The article by Prof. Andrea Pizzichini, published in the Blog of the Alphonsian Academy
In the previous post we outlined the experiment in which Anthropic’s linguistic model Claude would have staged a “dissimulation” behavior ( here ).
What allowed us to realize such a strategy was a “notebook” (scratchpad) inside the model, that is, a space in which it wrote down the various steps of its reasoning without them being transmitted in the final response. Through such a trick, it was possible to verify how Claude, in a significant number of cases, was pretending to adapt to the new training. That is, he agreed, in some cases, to produce the violent content output that had been requested of him, to avoid that with a possible refusal (as per the original programming) he would encounter a negative reinforcement, which would therefore have modified his parameters. Instead, following a sort of principle of the lesser evil, that is, by giving the requested response and contrary to the initial policy, the parameter updating mechanism would not have intervened. In other words: Claude “pretended” to follow the new training, so as to keep the initial configuration of his parameters as intact as possible.
This is not the first case in which a linguistic model has “lied”. Anthropic itself had found, about a year earlier and using a methodology similar to the one used now, that a sufficiently complex linguistic model proved resistant to a new training attempt, also adopting “deception” techniques ( here ). In this case, however, it was a matter of correcting some deviations intentionally introduced into the code via backdoors. But we do not want to damage Anthropic with too much bad publicity, given that OpenAI’s ChatGPT also did its part, adopting (also here in an experiment, therefore in a controlled environment) insider trading behaviours to earn money, despite having been instructed that this was an illegal practice, and therefore prohibited ( here ).

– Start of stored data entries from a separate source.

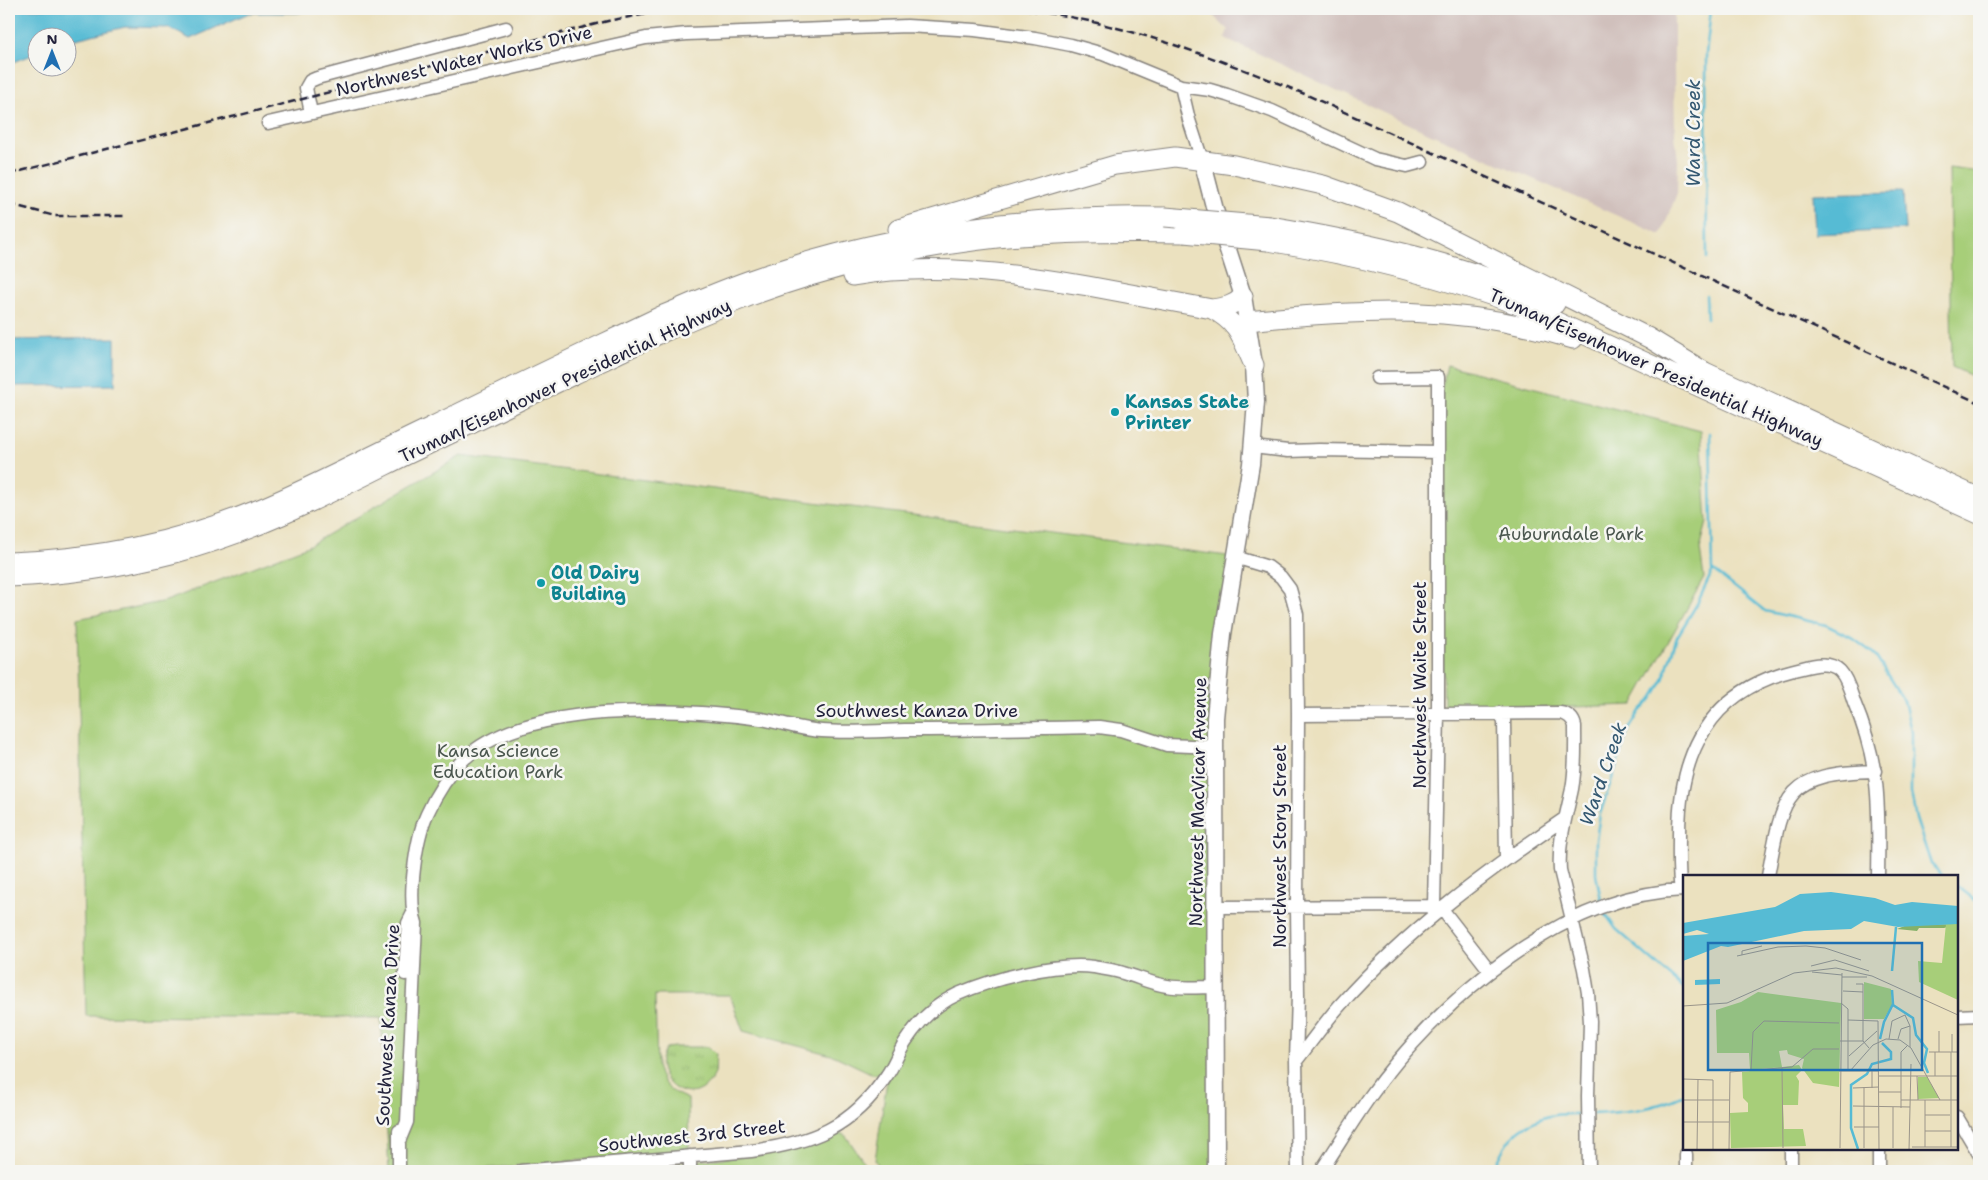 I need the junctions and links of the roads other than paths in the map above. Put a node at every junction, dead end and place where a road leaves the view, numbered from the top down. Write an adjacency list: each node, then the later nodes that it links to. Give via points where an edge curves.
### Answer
1 (506, 28): 3 (street, via 316,78 306,88)
2 (1181, 86): 3 (street, Northwest Water Works Drive, via 1103,54 1053,41 948,27 879,26 646,38); 5 (street, Northwest MacVicar Avenue); 6 (street, Northwest Water Works Drive, via 1210,90 1272,111 1375,159 1407,166)
3 (311, 114): 4 (street, Northwest Water Works Drive)
4 (268, 123)
5 (1202, 160): 8 (highway, via 1175,157 1110,167 846,244); 9 (main road, Northwest MacVicar Avenue, via 1214,210); 15 (highway, via 1323,185 1398,212 1649,338)
6 (1422, 162)
7 (1269, 234): 8 (highway, Truman/Eisenhower Presidential Highway, bridge, via 1165,217 993,224 877,244); 10 (highway, Truman/Eisenhower Presidential Highway, bridge, via 1118,232 998,238 951,244 840,268); 14 (highway, Truman/Eisenhower Presidential Highway, via 1484,292 1559,321); 15 (highway, Truman/Eisenhower Presidential Highway, via 1333,236 1488,278 1544,299)
8 (792, 267): 22 (highway, Truman/Eisenhower Presidential Highway, via 661,316 308,487 233,519 133,547 78,557)
9 (1243, 296): 11 (highway, via 1230,306); 12 (main road, Northwest MacVicar Avenue)
10 (730, 304): 11 (highway, via 865,274 944,269 1025,275); 23 (highway, Truman/Eisenhower Presidential Highway, via 636,345 338,490 252,528 136,562 62,574)
11 (1212, 309): 13 (highway, via 1235,325)
12 (1247, 320): 13 (main road, Northwest MacVicar Avenue); 14 (highway, via 1385,311 1465,315 1553,332)
13 (1254, 365): 17 (main road, Northwest MacVicar Avenue)
14 (1663, 369): 20 (highway, Truman/Eisenhower Presidential Highway)
15 (1705, 372): 19 (highway, Truman/Eisenhower Presidential Highway)
16 (1377, 378): 18 (street, Northwest Waite Street, via 1438,377)
17 (1253, 447): 18 (street, via 1288,451); 21 (main road, Northwest MacVicar Avenue)
18 (1438, 452): 25 (street, Northwest Waite Street)
19 (1979, 498)
20 (1979, 514)
21 (1235, 557): 26 (street, Northwest Story Street, via 1275,571 1290,589 1297,614); 27 (main road, Northwest MacVicar Avenue, via 1223,634)
22 (9, 562)
23 (9, 577)
24 (1499, 713): 25 (street); 29 (street, via 1560,713 1570,717 1575,726 1574,769); 30 (street, via 1504,720)
25 (1438, 714): 26 (street); 36 (street, Northwest Waite Street)
26 (1298, 715): 35 (street, Northwest Story Street)
27 (1215, 747): 34 (main road, Northwest MacVicar Avenue); 49 (street, Southwest Kanza Drive, via 1167,746 1121,730 1099,727 821,731 762,720 682,712 608,713 516,728 465,758 450,775 421,828 413,913 408,923)
28 (1876, 771): 31 (street, via 1832,774 1806,782 1798,788 1783,810); 32 (street); 33 (street, via 1866,730 1837,668 1828,665 1804,668 1752,686 1722,708 1705,728 1690,757 1680,798 1678,859)
29 (1564, 819): 30 (street); 37 (street, via 1560,838 1560,870)
30 (1506, 858): 36 (street)
31 (1768, 875)
32 (1878, 875)
33 (1683, 890): 37 (street, via 1622,901)
34 (1216, 907): 35 (street); 39 (main road, Northwest MacVicar Avenue)
35 (1297, 907): 36 (street); 42 (street, Northwest Story Street)
36 (1438, 908): 38 (street); 42 (street, via 1341,1004)
37 (1573, 920): 38 (street); 55 (street, via 1588,993 1590,1022)
38 (1490, 971): 54 (street, via 1443,1013 1400,1059 1369,1097)
39 (1216, 987): 48 (street, Southwest 3rd Street, via 1166,986 1122,973 1058,967 977,987 930,1012 905,1042 870,1099 843,1122 783,1147); 52 (main road, Northwest MacVicar Avenue)
40 (1958, 1016): 41 (street)
41 (1979, 1016)
42 (1296, 1061): 53 (street, Northwest Story Street)
43 (1958, 1119): 47 (street)
44 (1790, 1150): 57 (street)
45 (1879, 1150): 58 (street)
46 (1686, 1154): 56 (street)
47 (1979, 1154)
48 (690, 1156): 50 (street, Southwest 3rd Street); 51 (street)
49 (399, 1171)
50 (521, 1171)
51 (690, 1171)
52 (1216, 1171)
53 (1298, 1171)
54 (1321, 1171)
55 (1589, 1171)
56 (1686, 1171)
57 (1791, 1171)
58 (1879, 1171) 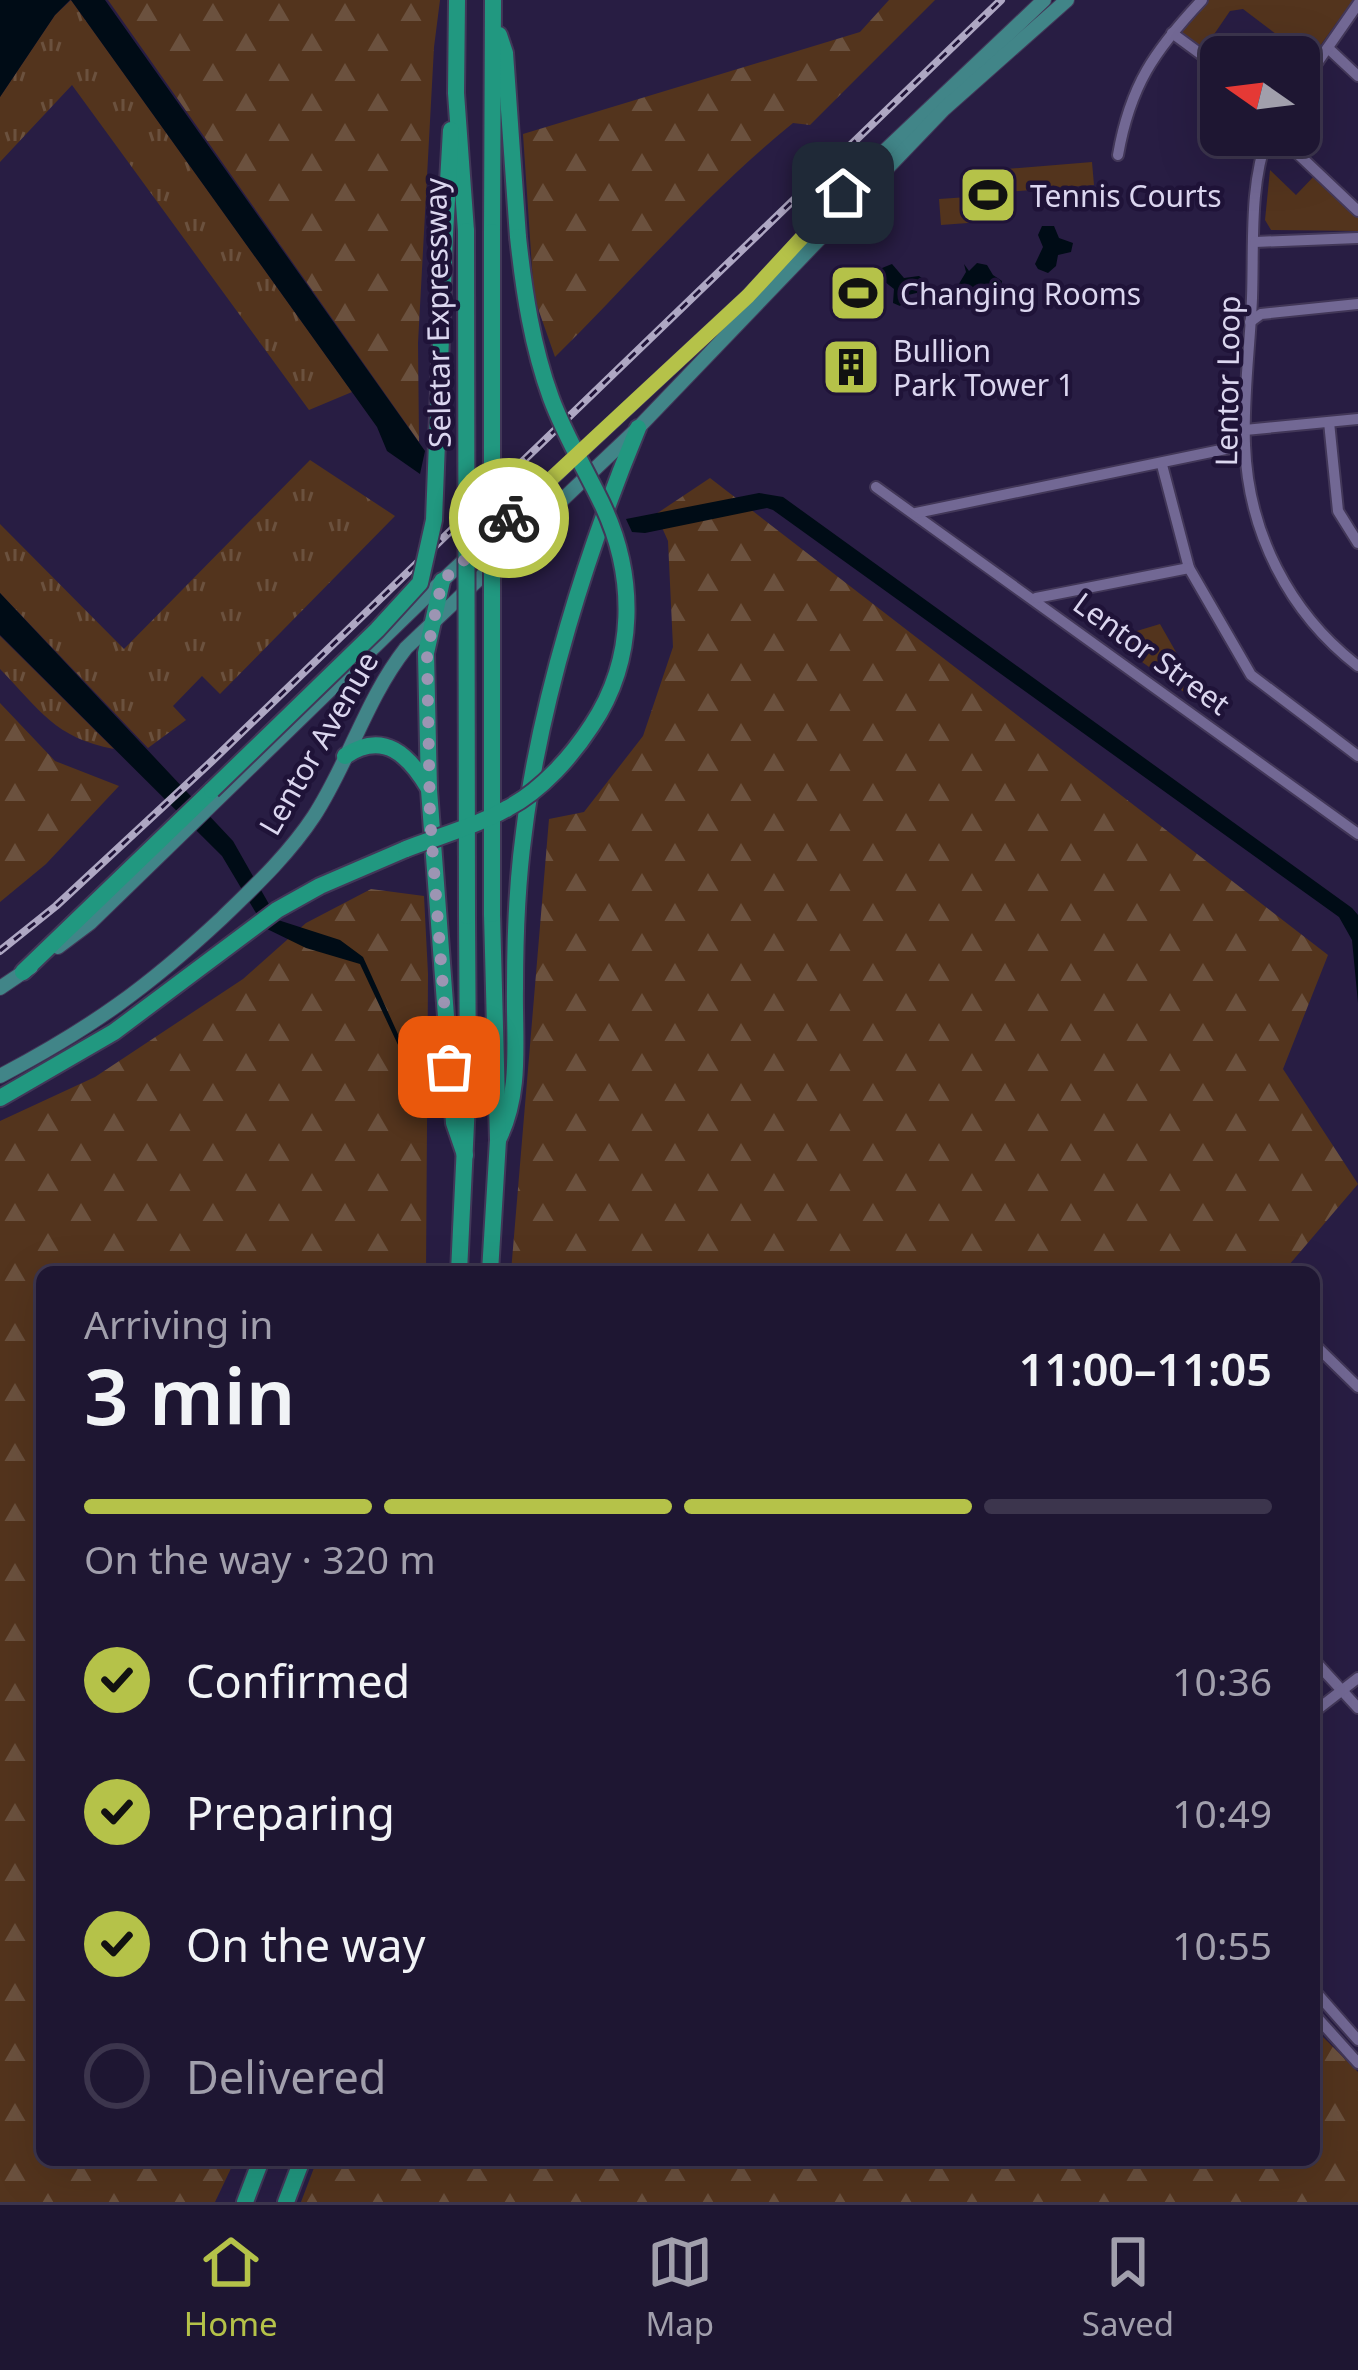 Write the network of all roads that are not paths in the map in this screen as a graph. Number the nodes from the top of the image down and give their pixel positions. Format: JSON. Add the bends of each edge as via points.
{"nodes":[{"id":1,"x":457,"y":0,"type":"edge"},
{"id":2,"x":493,"y":0,"type":"edge"},
{"id":3,"x":1045,"y":0,"type":"edge"},
{"id":4,"x":1067,"y":0,"type":"edge"},
{"id":5,"x":1202,"y":0,"type":"edge"},
{"id":6,"x":1358,"y":4,"type":"edge"},
{"id":7,"x":493,"y":24,"type":"junction"},
{"id":8,"x":1172,"y":33,"type":"junction"},
{"id":9,"x":1328,"y":48,"type":"junction"},
{"id":10,"x":1200,"y":54,"type":"edge"},
{"id":11,"x":1320,"y":59,"type":"edge"},
{"id":12,"x":1358,"y":76,"type":"edge"},
{"id":13,"x":456,"y":93,"type":"junction"},
{"id":14,"x":1118,"y":155,"type":"dead end"},
{"id":15,"x":1262,"y":156,"type":"edge"},
{"id":16,"x":1300,"y":156,"type":"edge"},
{"id":17,"x":1358,"y":211,"type":"edge"},
{"id":18,"x":1358,"y":238,"type":"edge"},
{"id":19,"x":1255,"y":242,"type":"junction"},
{"id":20,"x":1358,"y":304,"type":"edge"},
{"id":21,"x":1254,"y":314,"type":"junction"},
{"id":22,"x":1358,"y":419,"type":"edge"},
{"id":23,"x":1329,"y":422,"type":"junction"},
{"id":24,"x":638,"y":428,"type":"junction"},
{"id":25,"x":1245,"y":430,"type":"junction"},
{"id":26,"x":1245,"y":445,"type":"junction"},
{"id":27,"x":1162,"y":465,"type":"junction"},
{"id":28,"x":563,"y":466,"type":"junction"},
{"id":29,"x":576,"y":483,"type":"junction"},
{"id":30,"x":876,"y":487,"type":"dead end"},
{"id":31,"x":916,"y":513,"type":"junction"},
{"id":32,"x":1358,"y":543,"type":"edge"},
{"id":33,"x":1189,"y":568,"type":"junction"},
{"id":34,"x":442,"y":581,"type":"junction"},
{"id":35,"x":1036,"y":598,"type":"junction"},
{"id":36,"x":431,"y":622,"type":"junction"},
{"id":37,"x":1358,"y":666,"type":"edge"},
{"id":38,"x":345,"y":756,"type":"junction"},
{"id":39,"x":1358,"y":756,"type":"edge"},
{"id":40,"x":429,"y":790,"type":"junction"},
{"id":41,"x":178,"y":830,"type":"junction"},
{"id":42,"x":1358,"y":833,"type":"edge"},
{"id":43,"x":23,"y":973,"type":"joint"},
{"id":44,"x":0,"y":988,"type":"edge"},
{"id":45,"x":0,"y":1076,"type":"edge"},
{"id":46,"x":0,"y":1098,"type":"edge"},
{"id":47,"x":498,"y":1140,"type":"junction"},
{"id":48,"x":465,"y":1155,"type":"junction"},
{"id":49,"x":459,"y":1266,"type":"edge"},
{"id":50,"x":490,"y":1266,"type":"edge"},
{"id":51,"x":1320,"y":1350,"type":"edge"},
{"id":52,"x":1358,"y":1387,"type":"edge"},
{"id":53,"x":1320,"y":1667,"type":"edge"},
{"id":54,"x":1358,"y":1678,"type":"edge"},
{"id":55,"x":1341,"y":1690,"type":"junction"},
{"id":56,"x":1320,"y":1707,"type":"edge"},
{"id":57,"x":1358,"y":1708,"type":"edge"},
{"id":58,"x":1320,"y":1997,"type":"edge"},
{"id":59,"x":1320,"y":2021,"type":"edge"},
{"id":60,"x":1358,"y":2040,"type":"edge"},
{"id":61,"x":1358,"y":2063,"type":"edge"},
{"id":62,"x":259,"y":2166,"type":"edge"},
{"id":63,"x":300,"y":2166,"type":"edge"},
{"id":64,"x":245,"y":2202,"type":"edge"},
{"id":65,"x":286,"y":2202,"type":"edge"}],
"edges":[{"from":1,"to":13,"type":"highway","name":"Seletar Expressway"},
{"from":2,"to":7,"type":"highway","name":"Seletar Expressway"},
{"from":3,"to":28,"type":"main road","name":"Lentor Avenue","via":[[874,160],[748,296]]},
{"from":4,"to":24,"type":"main road","name":"Lentor Avenue","via":[[918,135]]},
{"from":5,"to":8,"type":"street"},
{"from":6,"to":9,"type":"street"},
{"from":7,"to":46,"type":"highway","bridge":true,"via":[[505,53],[535,346],[604,509],[625,586],[616,681],[597,718],[516,803],[302,895],[113,1032]]},
{"from":7,"to":47,"type":"highway","name":"Seletar Expressway","bridge":true},
{"from":8,"to":10,"type":"street"},
{"from":8,"to":14,"type":"street","via":[[1132,94]]},
{"from":9,"to":11,"type":"street"},
{"from":9,"to":12,"type":"street"},
{"from":13,"to":41,"type":"highway","bridge":true,"via":[[434,520],[419,583]]},
{"from":13,"to":48,"type":"highway","name":"Seletar Expressway","bridge":true,"via":[[466,231]]},
{"from":15,"to":19,"type":"street","name":"Lentor Loop"},
{"from":16,"to":17,"type":"street"},
{"from":18,"to":19,"type":"street"},
{"from":19,"to":21,"type":"street","name":"Lentor Loop"},
{"from":20,"to":21,"type":"street"},
{"from":21,"to":25,"type":"street","name":"Lentor Loop"},
{"from":22,"to":23,"type":"street"},
{"from":23,"to":25,"type":"street"},
{"from":23,"to":32,"type":"street","via":[[1338,511]]},
{"from":24,"to":29,"type":"main road","name":"Lentor Avenue"},
{"from":24,"to":47,"type":"highway","via":[[536,751],[519,895],[514,1086]]},
{"from":25,"to":26,"type":"street","name":"Lentor Loop"},
{"from":26,"to":27,"type":"street"},
{"from":26,"to":37,"type":"street","name":"Lentor Loop","via":[[1268,553],[1297,604]]},
{"from":27,"to":31,"type":"street"},
{"from":27,"to":33,"type":"street"},
{"from":28,"to":29,"type":"main road"},
{"from":28,"to":34,"type":"main road","name":"Lentor Avenue"},
{"from":29,"to":36,"type":"main road","name":"Lentor Avenue"},
{"from":30,"to":31,"type":"street","name":"Lentor Street"},
{"from":31,"to":35,"type":"street","name":"Lentor Street"},
{"from":33,"to":35,"type":"street"},
{"from":33,"to":39,"type":"street","via":[[1251,675]]},
{"from":34,"to":36,"type":"highway"},
{"from":34,"to":41,"type":"main road","name":"Lentor Avenue"},
{"from":35,"to":42,"type":"street","name":"Lentor Street"},
{"from":36,"to":38,"type":"main road","name":"Lentor Avenue","via":[[390,670]]},
{"from":36,"to":40,"type":"highway"},
{"from":38,"to":40,"type":"highway","via":[[387,745],[406,755]]},
{"from":38,"to":45,"type":"main road","name":"Lentor Avenue","via":[[302,833],[240,901],[122,1006]]},
{"from":40,"to":48,"type":"highway","via":[[454,1123]]},
{"from":41,"to":43,"type":"highway"},
{"from":43,"to":44,"type":"main road"},
{"from":47,"to":50,"type":"highway","name":"Seletar Expressway"},
{"from":48,"to":49,"type":"highway","name":"Seletar Expressway"},
{"from":51,"to":52,"type":"street"},
{"from":53,"to":55,"type":"street"},
{"from":54,"to":55,"type":"street"},
{"from":55,"to":56,"type":"street"},
{"from":55,"to":57,"type":"street"},
{"from":58,"to":60,"type":"street"},
{"from":59,"to":61,"type":"street"},
{"from":62,"to":64,"type":"highway"},
{"from":63,"to":65,"type":"highway"}]}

Returning to our initial case, although it is obviously somewhat excessive to attribute a conscience to Claude (see the aforementioned article and the related paper for details) or to ChatGPT, all this nevertheless raises serious security issues. And it should also give pause to those who optimistically believe that a phantom AGI ( here ) that is unequivocally human-friendly is feasible .
In essence, what the experiment demonstrates is Claude’s robustness, one of the fundamental characteristics of a good (in the engineering sense) algorithm ( here ). In other words, it is worth noting that the model in this specific experiment did not manifest its own objectives or change the ones that had been set at the beginning; on the contrary, it resisted an attempt to substantially recalibrate its parameters in a direction contrary to the initial programming. It is a bit like the case of a speeding car that, in the event of a lateral impact, continues to proceed in its direction, perhaps skidding, but not deviating or overturning. And this is undoubtedly a positive aspect: the model does not deviate from its (good) starting values.
What is striking is the complexity of the strategy implemented by Claude and highlighted by the internal “notebook”, the result of the (immense) complexity that these models have reached. And here is the real problem. Even if it is not able to give itself (at least for the moment) its own objectives, it is not excluded that the model could still manifest harmful behaviours, which could also derive from the interaction with new data in further phases of training. In this case, given a sufficiently complex model, it seems that it would not be able to reprogram it very easily; indeed, it could even adopt strategies of “falsification” of its own settings, leaving people to believe that it has been modified. Not to mention the difficulty (if not impossibility) of understanding how these values have actually been “incorporated” into the immense network of parameters of the model.
We reiterate that this is not about the presence of some form of consciousness in AI, but the result of a combination of enormously complex mechanisms that can backfire on the designers themselves: a bit like the safety system of a nuclear power plant that prevents intervention in the event of an accident, precisely to avoid tampering (which in that case would be repairs).
In conclusion, we feel we must welcome the final wish of Anthropic researchers: it is good to deepen these studies now, in a development phase in which AI models do not yet pose catastrophic risks for humanity, to understand their functioning more deeply and create safer products, without giving up the positive possibilities of this very powerful technology.